New head brewer gives Traffic Jam its first sour beer

Feb 5, 2016 at 11:07 am
click to enlarge Traffic Jam head brewer Chelsea Piner and assistant brewer Brad Dyer
Traffic Jam head brewer Chelsea Piner and assistant brewer Brad Dyer
A new head brewer has shaken things up at a Cass Corridor institution, by producing the very first sour beer at the Traffic Jam and Snug.

The beer is the work of 29-year-old Chelsea Piner, who drew upon her love of Belgian-styles as well as experience working in the booming craft beer scene in San Diego for inspiration. Before returning to Michigan to apprentice under her predecessor Eli Hyde, Piner had already developed an impressive resume, working at both Stone Brewing Co. and Brabant Beer Cafe.

According to Piner, “Scum Sour” is brewed in the style of an Oud Bruine (pronounced “ood broon”) or the closely related Flemish Red, and she specifically points to one of the earliest examples of the style — Duchesse De Bourgogne (“bore-gon-yuh,” please) — as helping her establish a template for her own take on a Belgian sour.

The Traffic Jam version is by Chelsea’s estimation “a pretty mellow sour,” but a distinct vinegar-like note may be challenging for some. Lactic tartness is a flavor people have enjoyed for centuries, however, and Piner offers a good comparison for what customers should expect.

“When I tell people about it sometimes, and I want to introduce them to it, I ask ‘Do you like kombucha?’” she says. 

Upon further examination, this is certainly not a one-note beer, but an incredibly complex offering which balances tartness and acidity with an interesting malt character and an almost champagne-like carbonation. At a decent 6.5 percent alcohol by volume, the beer is medium-bodied and feels appropriate for Michigan winters, but not too heavy for spring.

The Traffic Jam also makes its own cheese, in addition to its function as a microbrewery. So while beer lovers would normally have to travel to a Trappist brewery like Chimay in Belgium for the experience of consuming beer and cheese produced under one roof, the Traffic Jam offers a similarly monastic dedication to craft a little closer to home.
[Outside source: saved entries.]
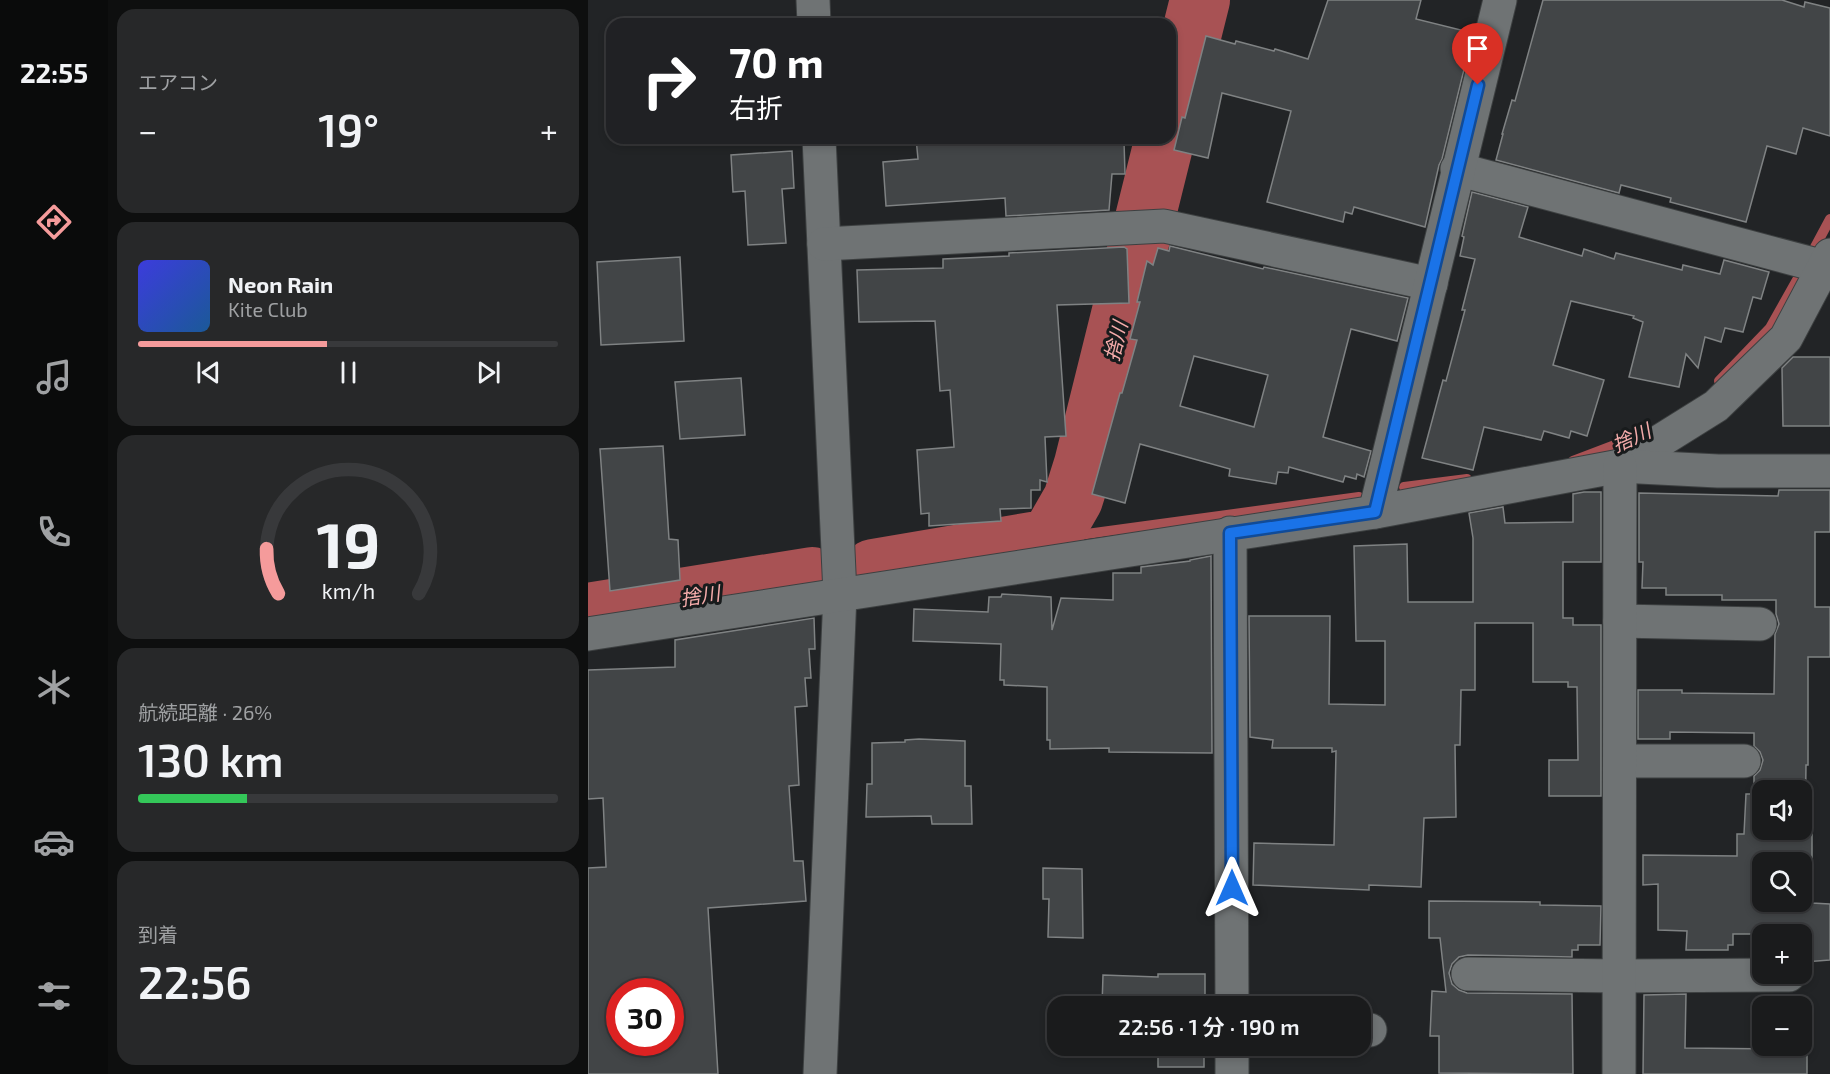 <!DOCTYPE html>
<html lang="ja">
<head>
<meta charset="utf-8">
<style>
	:root { --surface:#1a1b1c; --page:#272829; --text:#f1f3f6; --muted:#9fa1a3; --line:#38393b; --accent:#f59b9b }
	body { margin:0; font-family:"Exo 2","Noto Sans JP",sans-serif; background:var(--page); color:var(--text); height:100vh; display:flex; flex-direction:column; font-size:22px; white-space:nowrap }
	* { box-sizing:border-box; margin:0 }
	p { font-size:20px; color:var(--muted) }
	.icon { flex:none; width:33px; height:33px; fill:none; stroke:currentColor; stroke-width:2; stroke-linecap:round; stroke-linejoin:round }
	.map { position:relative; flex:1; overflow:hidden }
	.drawer { display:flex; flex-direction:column; gap:9px; padding:9px; background:#0e0f0f; width:480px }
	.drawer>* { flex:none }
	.hud { position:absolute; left:18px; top:18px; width:570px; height:126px; border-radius:18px; box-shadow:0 3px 9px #0003,0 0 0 2px var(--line); background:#202124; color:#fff; overflow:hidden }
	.tools { position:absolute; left:1164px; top:780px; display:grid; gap:12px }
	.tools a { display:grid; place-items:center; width:60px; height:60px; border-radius:12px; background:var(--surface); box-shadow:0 3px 9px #0003,0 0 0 2px var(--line); font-size:30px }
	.speed { position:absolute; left:18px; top:978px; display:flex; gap:12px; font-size:30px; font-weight:700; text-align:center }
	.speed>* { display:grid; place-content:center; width:78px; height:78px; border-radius:50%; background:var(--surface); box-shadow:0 3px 9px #0003,0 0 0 2px var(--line); line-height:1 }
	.speed .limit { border:9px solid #d22; background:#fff; color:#111 }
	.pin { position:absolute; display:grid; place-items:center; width:51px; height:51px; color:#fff; margin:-62px -26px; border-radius:50% 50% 50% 0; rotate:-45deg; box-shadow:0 0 6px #0007 }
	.pin .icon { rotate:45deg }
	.me { position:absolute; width:66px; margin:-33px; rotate:0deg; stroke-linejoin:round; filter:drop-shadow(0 0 4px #0008) }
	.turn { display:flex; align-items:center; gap:21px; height:126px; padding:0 24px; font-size:27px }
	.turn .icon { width:78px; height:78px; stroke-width:2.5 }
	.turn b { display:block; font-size:42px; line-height:51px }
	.big { font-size:45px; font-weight:600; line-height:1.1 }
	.drawer .widget { flex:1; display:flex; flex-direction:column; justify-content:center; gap:9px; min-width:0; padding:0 21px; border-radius:18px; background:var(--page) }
	.drawer .dial { align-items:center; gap:0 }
	.dial svg { height:156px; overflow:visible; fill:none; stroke:var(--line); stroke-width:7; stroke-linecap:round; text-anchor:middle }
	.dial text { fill:var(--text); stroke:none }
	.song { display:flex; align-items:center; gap:18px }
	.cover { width:72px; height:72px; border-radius:9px; background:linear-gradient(135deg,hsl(240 70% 55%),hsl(210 70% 35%)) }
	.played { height:6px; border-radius:3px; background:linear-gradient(90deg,var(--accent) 45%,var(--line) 45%) }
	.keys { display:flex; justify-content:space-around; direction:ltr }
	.heat { display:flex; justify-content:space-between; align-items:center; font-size:33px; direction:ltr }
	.charge { height:9px; border-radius:4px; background:linear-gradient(90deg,#34c759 26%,var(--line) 0) }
	.trip { position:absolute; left:459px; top:996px; width:324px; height:60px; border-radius:18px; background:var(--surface); box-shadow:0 3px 9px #0003,0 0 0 2px var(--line); font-weight:600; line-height:60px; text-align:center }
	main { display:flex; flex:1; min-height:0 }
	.tabs { display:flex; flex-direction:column; width:108px; justify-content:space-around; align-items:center; background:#0a0b0b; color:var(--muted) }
	.tabs .icon { width:42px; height:42px }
	.tabs .on { color:var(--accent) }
	.tabs b { font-size:27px; color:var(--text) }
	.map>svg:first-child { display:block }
</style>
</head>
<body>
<main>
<nav class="tabs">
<b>22:55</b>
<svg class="icon on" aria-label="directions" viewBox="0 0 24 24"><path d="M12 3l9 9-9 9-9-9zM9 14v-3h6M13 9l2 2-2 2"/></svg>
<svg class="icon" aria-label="music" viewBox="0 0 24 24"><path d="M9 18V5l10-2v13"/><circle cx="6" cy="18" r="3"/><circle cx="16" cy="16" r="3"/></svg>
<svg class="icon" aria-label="phone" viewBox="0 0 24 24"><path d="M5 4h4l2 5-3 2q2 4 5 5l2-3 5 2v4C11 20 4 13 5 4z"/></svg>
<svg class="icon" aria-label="climate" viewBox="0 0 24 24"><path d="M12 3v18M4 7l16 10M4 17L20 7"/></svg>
<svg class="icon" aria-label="car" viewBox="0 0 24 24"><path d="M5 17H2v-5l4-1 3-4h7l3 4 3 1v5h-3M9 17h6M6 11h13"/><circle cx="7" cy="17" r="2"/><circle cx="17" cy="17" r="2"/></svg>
<svg class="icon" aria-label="filters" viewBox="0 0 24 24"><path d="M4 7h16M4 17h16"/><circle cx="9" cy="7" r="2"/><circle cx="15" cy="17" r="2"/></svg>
</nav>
<section class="drawer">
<div class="widget"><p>エアコン</p>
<div class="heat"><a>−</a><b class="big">19°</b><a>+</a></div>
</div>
<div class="widget">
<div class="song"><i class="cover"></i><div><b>Neon Rain</b><p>Kite Club</p></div></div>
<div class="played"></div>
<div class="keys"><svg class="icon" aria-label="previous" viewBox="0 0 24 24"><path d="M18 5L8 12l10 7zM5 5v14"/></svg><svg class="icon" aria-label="pause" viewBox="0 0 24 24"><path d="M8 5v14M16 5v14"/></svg><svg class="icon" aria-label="next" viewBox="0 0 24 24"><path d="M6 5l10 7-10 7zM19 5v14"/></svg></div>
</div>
<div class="widget dial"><svg viewBox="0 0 100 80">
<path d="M14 69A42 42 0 1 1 86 69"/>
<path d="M14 69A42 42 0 0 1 8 46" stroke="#f59b9b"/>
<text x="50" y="56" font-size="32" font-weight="700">19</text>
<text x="50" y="72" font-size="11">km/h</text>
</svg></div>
<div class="widget"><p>航続距離 · 26%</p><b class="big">130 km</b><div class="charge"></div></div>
<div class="widget"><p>到着</p><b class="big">22:56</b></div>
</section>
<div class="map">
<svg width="1242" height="1074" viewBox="0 0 1242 1074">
	<rect width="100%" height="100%" fill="#222426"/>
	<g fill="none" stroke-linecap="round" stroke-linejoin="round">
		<g stroke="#a85254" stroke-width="10">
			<polyline points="1227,247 1242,219"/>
			<polyline points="1131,381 1182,328 1209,280"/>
			<polyline points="985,461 1048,437 1060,430"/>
			<polyline points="816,487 879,479"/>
			<polyline points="462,539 771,497"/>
		</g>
		<g stroke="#a85254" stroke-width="60">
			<polyline points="582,120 612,0"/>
			<polyline points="285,569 462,539 485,499 496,464 577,138"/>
			<polyline points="0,613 224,577"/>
		</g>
	</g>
	<g fill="#424547" stroke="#7f8283" stroke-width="1.5" fill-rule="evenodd">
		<polygon points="740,0 833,0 828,19 885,33 854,159 851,165 837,227 766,207 764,214 757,212 755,222 679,202 703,111 634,93 620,158 586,150 594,117 597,118 618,36 647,44 648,41 686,51 687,49 720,59"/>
		<polygon points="955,0 1194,0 1216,7 1217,2 1242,8 1242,136 1215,128 1208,154 1179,146 1158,222 1082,202 1083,198 1033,185 1031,193 908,160 915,134 914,134 924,100 927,101"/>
		<polygon points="328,138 489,138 490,143 536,141 537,174 524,174 521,210 418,216 417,198 298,206 295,162 330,159"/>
		<polygon points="204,151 206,188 194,189 198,243 160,245 157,191 145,192 143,155"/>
		<polygon points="884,192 940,207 931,237 994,256 996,249 1026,259 1028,253 1094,270 1095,265 1132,274 1136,260 1181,272 1173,299 1165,297 1155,332 1137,328 1133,342 1117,337 1110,368 1098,354 1091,387 1041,377 1055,322 1045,318 1046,316 983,301 965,365 1016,380 999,436 983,431 981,438 956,431 953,440 896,427 885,470 834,458 855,380 858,381 877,310 874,310 887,259 872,256 876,237 874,236"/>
		<path d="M 582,246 L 675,269 L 676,267 L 820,298 L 809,341 L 763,329 L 735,437 L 783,451 L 776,477 L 769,474 L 768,479 L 757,476 L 755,482 L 701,467 L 700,473 L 690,472 L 688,484 L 641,476 L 642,469 L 552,444 L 537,503 L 504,494 L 532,393 L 534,393 L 549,340 L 542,339 L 552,302 L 549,302 L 559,261 L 565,265 L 570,248 L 581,251 ZM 606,356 L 680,375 L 666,427 L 592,406 Z"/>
		<polygon points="536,247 539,249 541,303 469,305 478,436 457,437 459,482 452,480 452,490 443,490 443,508 412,509 413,521 341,526 341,513 333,514 329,450 366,447 362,390 352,391 347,321 271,322 269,270 355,268 355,259 421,256 421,253"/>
		<polygon points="92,257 96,341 13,345 9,262"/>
		<polygon points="1205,357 1242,357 1242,426 1195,426 1194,368"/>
		<polygon points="153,378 157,435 92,439 87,382"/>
		<polygon points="75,446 81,539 90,540 92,580 22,591 12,449"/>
		<path d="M 1191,490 L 1242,490 L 1242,532 L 1227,532 L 1227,607 L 1242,607 L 1242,657 L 1220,657 L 1220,765 L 1218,765 L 1217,834 L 1224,834 L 1224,903 L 1242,904 L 1242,960 L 1216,962 L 1214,934 L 1145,934 L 1145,945 L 1140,945 L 1140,950 L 1098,950 L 1099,931 L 1070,930 L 1070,884 L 1055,885 L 1055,855 L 1149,856 L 1149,834 L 1156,834 L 1158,794 L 1166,794 L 1166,776 L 1172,770 L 1175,760 L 1172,752 L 1166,746 L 1166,733 L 1082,732 L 1082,739 L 1050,739 L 1050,690 L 1094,690 L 1094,693 L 1186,694 L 1187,634 L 1191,624 L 1188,614 L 1188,600 L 1134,600 L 1134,595 L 1078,595 L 1078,588 L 1054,588 L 1055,562 L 1051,562 L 1051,493 L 1190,496 ZM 1174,790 L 1214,790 L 1214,830 L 1174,830 ZM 1174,862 L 1214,862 L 1214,902 L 1174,902 Z"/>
		<polygon points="996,492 1013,492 1013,562 975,562 975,618 985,618 985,625 1013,625 1013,796 961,796 961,760 990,760 989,687 980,687 980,682 945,682 945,623 887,623 887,690 873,690 872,745 867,745 868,817 836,818 833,887 781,885 781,890 665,885 666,843 746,845 748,751 744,752 744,748 684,748 685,740 662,737 661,616 742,616 741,704 797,705 797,641 768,641 766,546 819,544 820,602 885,602 885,538 881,513 915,507 917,523 985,522 985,494"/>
		<polygon points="623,556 624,753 521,752 521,748 462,749 462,740 459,740 459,687 416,685 416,680 412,680 413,644 325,641 326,609 400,612 401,597 413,597 414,594 463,597 464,630 473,598 525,600 525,573 553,573 553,567 602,561 602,560"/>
		<path d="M 226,618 L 227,649 L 221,649 L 223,678 L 217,678 L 219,706 L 207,707 L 211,785 L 201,786 L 206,861 L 215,861 L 218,901 L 120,908 L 130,1074 L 0,1074 L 0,868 L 18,867 L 15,798 L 0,799 L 0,670 L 87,667 L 87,640 ZM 32,992 L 82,992 L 82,1042 L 32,1042 Z"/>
		<polygon points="331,739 377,741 377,786 383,786 384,824 344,824 343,816 278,817 279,784 284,784 284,743 317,742 317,740"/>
		<polygon points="455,868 494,869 495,938 460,937 461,899 455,899"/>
		<polygon points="841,901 952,902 952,905 1013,906 1012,945 990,945 990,950 984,950 984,957 880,955 871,957 864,964 861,973 864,984 871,990 879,993 984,994 985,1074 851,1073 851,1036 842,1036 844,991 858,992 852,938 841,938"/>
		<polygon points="570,974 617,974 617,1006 514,1006 515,975 570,977"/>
		<polygon points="1098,994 1097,1048 1191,1049 1191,1048 1219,1047 1219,1074 1055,1074 1056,995"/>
		<rect x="570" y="1046" width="46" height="21"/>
	</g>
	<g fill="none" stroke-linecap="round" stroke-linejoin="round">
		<g stroke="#3d4041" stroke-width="35">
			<g id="minor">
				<polyline points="225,0 226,24"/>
				<polyline points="231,138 252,594 232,1074"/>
				<polyline points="869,169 1236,267"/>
				<polyline points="236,244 576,226 843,284"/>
				<polyline points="1032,466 1128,406 1198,338 1242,255"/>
				<polyline points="787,512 912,0"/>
				<polyline points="642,533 644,1006"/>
				<polyline points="1032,621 1172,624"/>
				<polyline points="0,634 787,512 1032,466 1130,471 1242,471"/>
				<polyline points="1032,761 1156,761"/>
				<polyline points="880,974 1031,976 1201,975"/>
				<polyline points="772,1030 782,1030"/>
				<polyline points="644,1046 644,1074"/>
				<polyline points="1031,1074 1032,466"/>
			</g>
		</g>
		<use href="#minor" stroke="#6f7374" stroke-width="33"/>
	</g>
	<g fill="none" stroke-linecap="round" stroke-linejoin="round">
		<g stroke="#114b97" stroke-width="15">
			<polyline id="route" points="644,888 642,533 787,512 890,85"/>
		</g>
		<use href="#route" stroke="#1a73e8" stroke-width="10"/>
	</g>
	<g text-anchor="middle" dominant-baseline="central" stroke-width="6" stroke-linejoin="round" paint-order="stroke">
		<g font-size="20" font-style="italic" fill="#f4abaa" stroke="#181b1c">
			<text transform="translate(527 341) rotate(-76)">捨川</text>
			<text transform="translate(1043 437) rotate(-24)">捨川</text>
			<text transform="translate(112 595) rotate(-9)">捨川</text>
		</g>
	</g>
</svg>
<div class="tools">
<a><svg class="icon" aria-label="sound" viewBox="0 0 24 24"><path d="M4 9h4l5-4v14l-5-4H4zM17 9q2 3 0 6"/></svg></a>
<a><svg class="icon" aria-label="search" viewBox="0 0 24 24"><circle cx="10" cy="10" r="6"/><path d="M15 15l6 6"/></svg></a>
<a>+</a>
<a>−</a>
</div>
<div class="speed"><div class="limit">30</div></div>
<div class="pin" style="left:890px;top:85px;background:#d93025"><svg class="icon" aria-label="arrive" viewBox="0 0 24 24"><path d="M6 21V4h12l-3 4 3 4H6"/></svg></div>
<svg class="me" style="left:644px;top:888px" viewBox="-20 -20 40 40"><path d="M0-17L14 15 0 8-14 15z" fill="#1a73e8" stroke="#fff" stroke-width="4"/></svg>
<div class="trip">22:56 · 1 分 · 190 m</div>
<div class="hud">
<div class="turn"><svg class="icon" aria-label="right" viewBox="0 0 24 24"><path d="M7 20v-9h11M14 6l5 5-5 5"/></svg><div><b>70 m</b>右折</div></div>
</div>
</div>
</main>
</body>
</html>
Experts recommend pairing Oud Bruine or Flemish Red with camembert or cheddar.

They are also one of the few microbreweries in the state to boast a Belgian-style open air fermenting tank, which have historically been used to allow wild yeast strains to help the beer develop. When asked about her plans for the future, Piner also expresses a desire to produce more interesting “firsts” for the Traffic Jam, including a Belgian Strong Dark Ale, and a barrel aged beer.

“I want to just make the best beers that I can,” says Piner.